◆ RECORDS TO PROCESS ◆

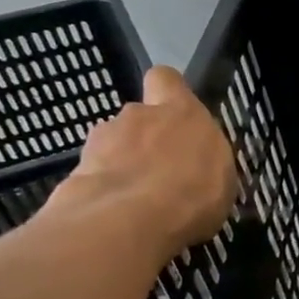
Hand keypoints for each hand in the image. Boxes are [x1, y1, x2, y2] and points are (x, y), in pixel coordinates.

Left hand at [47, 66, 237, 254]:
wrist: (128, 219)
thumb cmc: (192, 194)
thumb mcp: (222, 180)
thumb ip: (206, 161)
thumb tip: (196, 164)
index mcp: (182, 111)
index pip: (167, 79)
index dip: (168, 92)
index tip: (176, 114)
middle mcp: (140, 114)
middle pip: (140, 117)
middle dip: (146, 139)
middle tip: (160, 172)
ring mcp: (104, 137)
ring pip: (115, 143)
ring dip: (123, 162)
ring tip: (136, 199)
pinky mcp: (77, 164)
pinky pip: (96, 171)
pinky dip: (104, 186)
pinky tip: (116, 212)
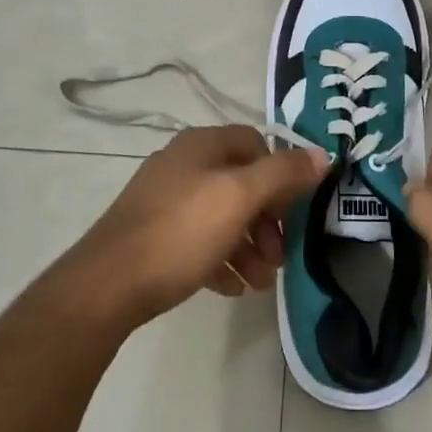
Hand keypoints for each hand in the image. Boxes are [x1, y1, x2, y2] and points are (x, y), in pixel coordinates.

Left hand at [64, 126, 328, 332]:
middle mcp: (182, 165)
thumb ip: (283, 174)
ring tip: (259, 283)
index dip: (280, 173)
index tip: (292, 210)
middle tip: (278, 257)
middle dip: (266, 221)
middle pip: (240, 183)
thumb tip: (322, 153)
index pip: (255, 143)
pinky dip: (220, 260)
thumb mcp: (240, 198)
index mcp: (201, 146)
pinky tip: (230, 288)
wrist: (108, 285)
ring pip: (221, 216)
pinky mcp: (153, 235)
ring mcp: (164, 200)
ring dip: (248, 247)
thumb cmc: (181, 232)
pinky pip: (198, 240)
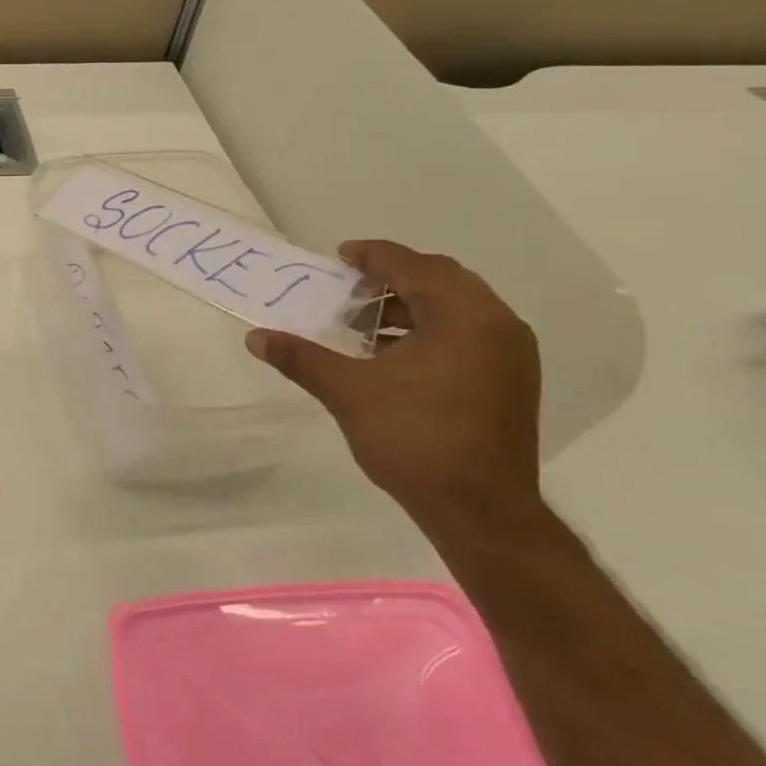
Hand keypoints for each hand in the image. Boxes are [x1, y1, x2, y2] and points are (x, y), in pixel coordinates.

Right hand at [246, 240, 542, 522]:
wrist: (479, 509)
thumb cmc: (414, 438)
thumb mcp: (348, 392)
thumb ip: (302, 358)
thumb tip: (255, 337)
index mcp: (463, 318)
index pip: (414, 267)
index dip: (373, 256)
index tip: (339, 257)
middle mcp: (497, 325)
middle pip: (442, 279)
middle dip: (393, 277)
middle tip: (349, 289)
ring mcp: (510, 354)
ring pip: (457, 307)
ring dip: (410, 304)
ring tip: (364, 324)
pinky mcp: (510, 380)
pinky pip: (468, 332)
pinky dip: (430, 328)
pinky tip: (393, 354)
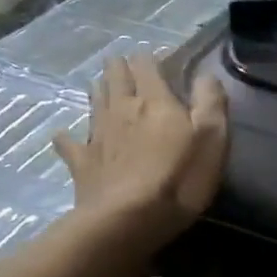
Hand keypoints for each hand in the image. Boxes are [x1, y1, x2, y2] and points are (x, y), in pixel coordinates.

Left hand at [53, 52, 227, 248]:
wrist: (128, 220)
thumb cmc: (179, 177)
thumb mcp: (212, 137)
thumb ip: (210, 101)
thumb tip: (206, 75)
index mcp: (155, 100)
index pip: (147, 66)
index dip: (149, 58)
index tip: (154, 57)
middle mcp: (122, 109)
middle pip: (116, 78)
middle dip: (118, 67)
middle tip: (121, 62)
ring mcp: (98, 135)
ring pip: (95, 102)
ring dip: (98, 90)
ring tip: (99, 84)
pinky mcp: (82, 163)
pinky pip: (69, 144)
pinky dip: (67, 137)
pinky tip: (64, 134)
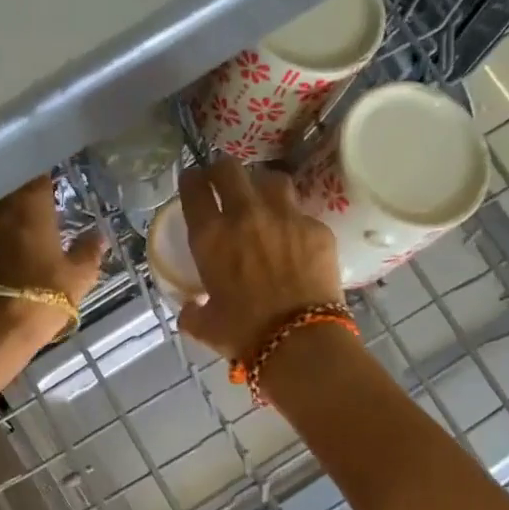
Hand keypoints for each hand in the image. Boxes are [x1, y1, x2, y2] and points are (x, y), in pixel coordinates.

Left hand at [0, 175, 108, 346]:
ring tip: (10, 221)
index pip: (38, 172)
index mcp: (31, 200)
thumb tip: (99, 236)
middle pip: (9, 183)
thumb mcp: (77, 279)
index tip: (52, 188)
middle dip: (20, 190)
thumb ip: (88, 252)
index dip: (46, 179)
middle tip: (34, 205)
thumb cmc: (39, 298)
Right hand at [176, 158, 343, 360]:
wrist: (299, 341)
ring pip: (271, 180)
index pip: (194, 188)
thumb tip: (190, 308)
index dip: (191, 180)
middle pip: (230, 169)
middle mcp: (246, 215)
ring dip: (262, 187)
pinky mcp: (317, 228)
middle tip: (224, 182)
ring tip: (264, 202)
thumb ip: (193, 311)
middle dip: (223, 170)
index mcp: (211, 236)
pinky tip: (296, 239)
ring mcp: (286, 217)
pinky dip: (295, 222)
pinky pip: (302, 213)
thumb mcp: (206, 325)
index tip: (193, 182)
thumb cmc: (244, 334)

◆ TASK PROMPT ◆
If a record contains a picture, leave the picture out and retype everything else exactly.

◆ ANSWER ◆
Hand keypoints for each hand in the image. Boxes are [x1, y1, x2, y2] and points are (x, y), in pixel coordinates.

Left hand at [47, 66, 237, 254]:
wrist: (128, 219)
thumb cmc: (192, 194)
thumb mcp: (222, 180)
thumb ip: (206, 161)
thumb tip: (196, 164)
index mcp: (182, 111)
index pip: (167, 79)
index dip: (168, 92)
index tip: (176, 114)
middle mcp: (140, 114)
middle pip: (140, 117)
middle dip: (146, 139)
middle tip: (160, 172)
ring mcp: (104, 137)
ring pip: (115, 143)
ring dip: (123, 162)
ring tip: (136, 199)
pinky mcp: (77, 164)
pinky pip: (96, 171)
pinky dip: (104, 186)
pinky tip: (116, 212)
Hand keypoints for each hand in the image. Boxes are [x1, y1, x2, y2] and points are (x, y), in pixel coordinates.

Left hand at [64, 126, 328, 332]:
middle mcp: (182, 165)
thumb ip: (283, 174)
ring tip: (259, 283)
index dip: (280, 173)
index tip: (292, 210)
middle tip: (278, 257)
middle dip: (266, 221)
middle pip: (240, 183)
thumb tip: (322, 153)
index pip: (255, 143)
pinky dip: (220, 260)
thumb mcp: (240, 198)
index mcp: (201, 146)
pinky tip: (230, 288)
wrist: (108, 285)
ring pip: (221, 216)
pinky mcp: (153, 235)
ring mcp: (164, 200)
ring dip: (248, 247)
thumb cmc: (181, 232)
pinky pip: (198, 240)
Hand keypoints for each hand in the image. Boxes are [x1, y1, x2, y2] and points are (x, y), in pixel coordinates.

Right hand at [246, 240, 542, 522]:
wrist: (479, 509)
thumb cmc: (414, 438)
thumb mcp: (348, 392)
thumb ip: (302, 358)
thumb tip: (255, 337)
index mcp: (463, 318)
index pip: (414, 267)
index dip: (373, 256)
index tip: (339, 257)
middle mcp: (497, 325)
middle pip: (442, 279)
middle dip: (393, 277)
middle tip: (349, 289)
ring mcp: (510, 354)
ring pip: (457, 307)
ring dip: (410, 304)
ring tip: (364, 324)
pinky mcp: (510, 380)
pinky pip: (468, 332)
pinky dip: (430, 328)
pinky tip: (393, 354)
Hand keypoints for each hand in the image. Boxes are [x1, y1, x2, y2] and points are (x, y), in pixel coordinates.

Left hand at [53, 52, 227, 248]:
wrist: (128, 220)
thumb cmc: (179, 177)
thumb mcp: (212, 137)
thumb ip: (210, 101)
thumb tip: (206, 75)
index mcp: (155, 100)
index pip: (147, 66)
index dip: (149, 58)
index tip: (154, 57)
middle mcp: (122, 109)
middle pip: (116, 78)
middle dip: (118, 67)
middle tip: (121, 62)
ring mcp: (98, 135)
ring pip: (95, 102)
ring dip: (98, 90)
ring tip: (99, 84)
pinky mcp: (82, 163)
pinky pip: (69, 144)
pinky dip: (67, 137)
pinky tip: (64, 134)
Hand keypoints for each hand in the image. Boxes are [x1, y1, x2, y2] and points are (x, y), in pixel coordinates.

Left hand at [0, 175, 108, 346]:
ring tip: (10, 221)
index pip: (38, 172)
index mcp: (31, 200)
thumb tip: (99, 236)
middle pip: (9, 183)
thumb mcp: (77, 279)
index tip: (52, 188)
middle dip: (20, 190)
thumb ip: (88, 252)
index dip: (46, 179)
middle tip: (34, 205)
thumb cmc: (39, 298)
Right hand at [176, 158, 343, 360]:
wrist: (299, 341)
ring pip: (271, 180)
index pip: (194, 188)
thumb tip: (190, 308)
index dip: (191, 180)
middle pip: (230, 169)
middle mcp: (246, 215)
ring dip: (262, 187)
pinky mcp: (317, 228)
middle tip: (224, 182)
ring tip: (264, 202)
thumb ip: (193, 311)
middle dip: (223, 170)
index mcp: (211, 236)
pinky tip: (296, 239)
ring mcp: (286, 217)
pinky dip: (295, 222)
pinky pip: (302, 213)
thumb mcp: (206, 325)
index tip: (193, 182)
thumb cmc: (244, 334)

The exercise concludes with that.